From the line containing "ring mcp: (46, 509)" down to the line containing "index pip: (463, 340)" in the records below, reproduce every line exactly, ends included, and omit all others.
=== Section Start ===
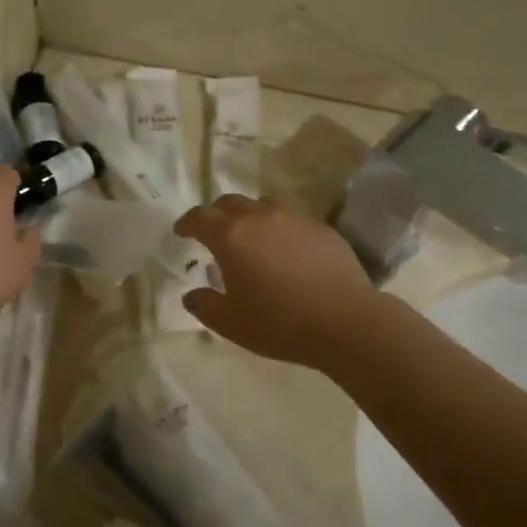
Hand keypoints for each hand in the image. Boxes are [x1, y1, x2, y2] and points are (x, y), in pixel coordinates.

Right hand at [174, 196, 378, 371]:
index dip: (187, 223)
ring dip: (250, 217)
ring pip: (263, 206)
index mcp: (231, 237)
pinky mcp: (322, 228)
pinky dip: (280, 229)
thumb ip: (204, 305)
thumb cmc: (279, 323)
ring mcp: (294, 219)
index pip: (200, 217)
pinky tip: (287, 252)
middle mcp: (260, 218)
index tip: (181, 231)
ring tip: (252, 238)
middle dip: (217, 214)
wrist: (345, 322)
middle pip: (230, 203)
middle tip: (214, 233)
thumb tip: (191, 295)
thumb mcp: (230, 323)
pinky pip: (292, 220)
=== Section End ===
=== Section Start ===
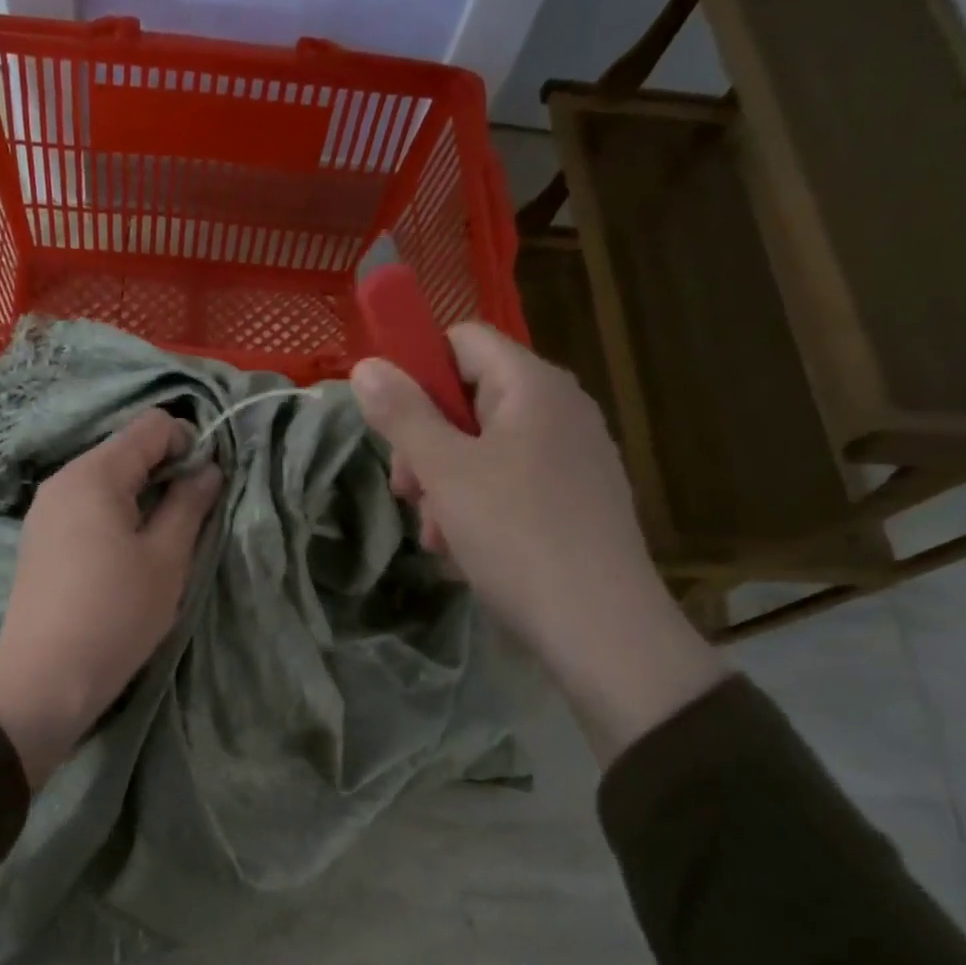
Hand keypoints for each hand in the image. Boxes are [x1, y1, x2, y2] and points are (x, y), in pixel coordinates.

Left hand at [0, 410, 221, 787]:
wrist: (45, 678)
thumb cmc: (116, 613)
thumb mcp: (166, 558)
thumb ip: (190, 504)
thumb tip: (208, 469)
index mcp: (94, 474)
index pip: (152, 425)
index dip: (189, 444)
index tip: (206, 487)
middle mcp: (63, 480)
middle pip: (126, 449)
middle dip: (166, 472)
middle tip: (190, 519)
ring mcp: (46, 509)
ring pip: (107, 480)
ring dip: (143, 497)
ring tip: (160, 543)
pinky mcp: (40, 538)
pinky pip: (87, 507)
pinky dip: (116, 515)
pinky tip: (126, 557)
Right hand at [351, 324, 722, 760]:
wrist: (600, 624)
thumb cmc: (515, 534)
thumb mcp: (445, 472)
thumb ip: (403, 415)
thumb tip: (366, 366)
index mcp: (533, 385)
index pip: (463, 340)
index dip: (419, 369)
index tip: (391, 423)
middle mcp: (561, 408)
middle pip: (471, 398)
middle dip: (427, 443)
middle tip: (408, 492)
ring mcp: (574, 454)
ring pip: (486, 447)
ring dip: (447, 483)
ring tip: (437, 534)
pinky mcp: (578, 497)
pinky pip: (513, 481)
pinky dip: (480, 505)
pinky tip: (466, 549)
=== Section End ===
Output of the exercise:
ring mcp: (46, 509)
ring pip: (107, 480)
ring dip: (143, 497)
ring tip: (160, 543)
pinky mcp: (40, 538)
pinky pip: (87, 507)
pinky dip: (116, 515)
pinky tip: (126, 557)
Right hand at [351, 324, 722, 760]:
wrist: (600, 624)
thumb cmc: (515, 534)
thumb mcp: (445, 472)
thumb ip: (403, 415)
thumb tip: (366, 366)
index mcp: (533, 385)
index pip: (463, 340)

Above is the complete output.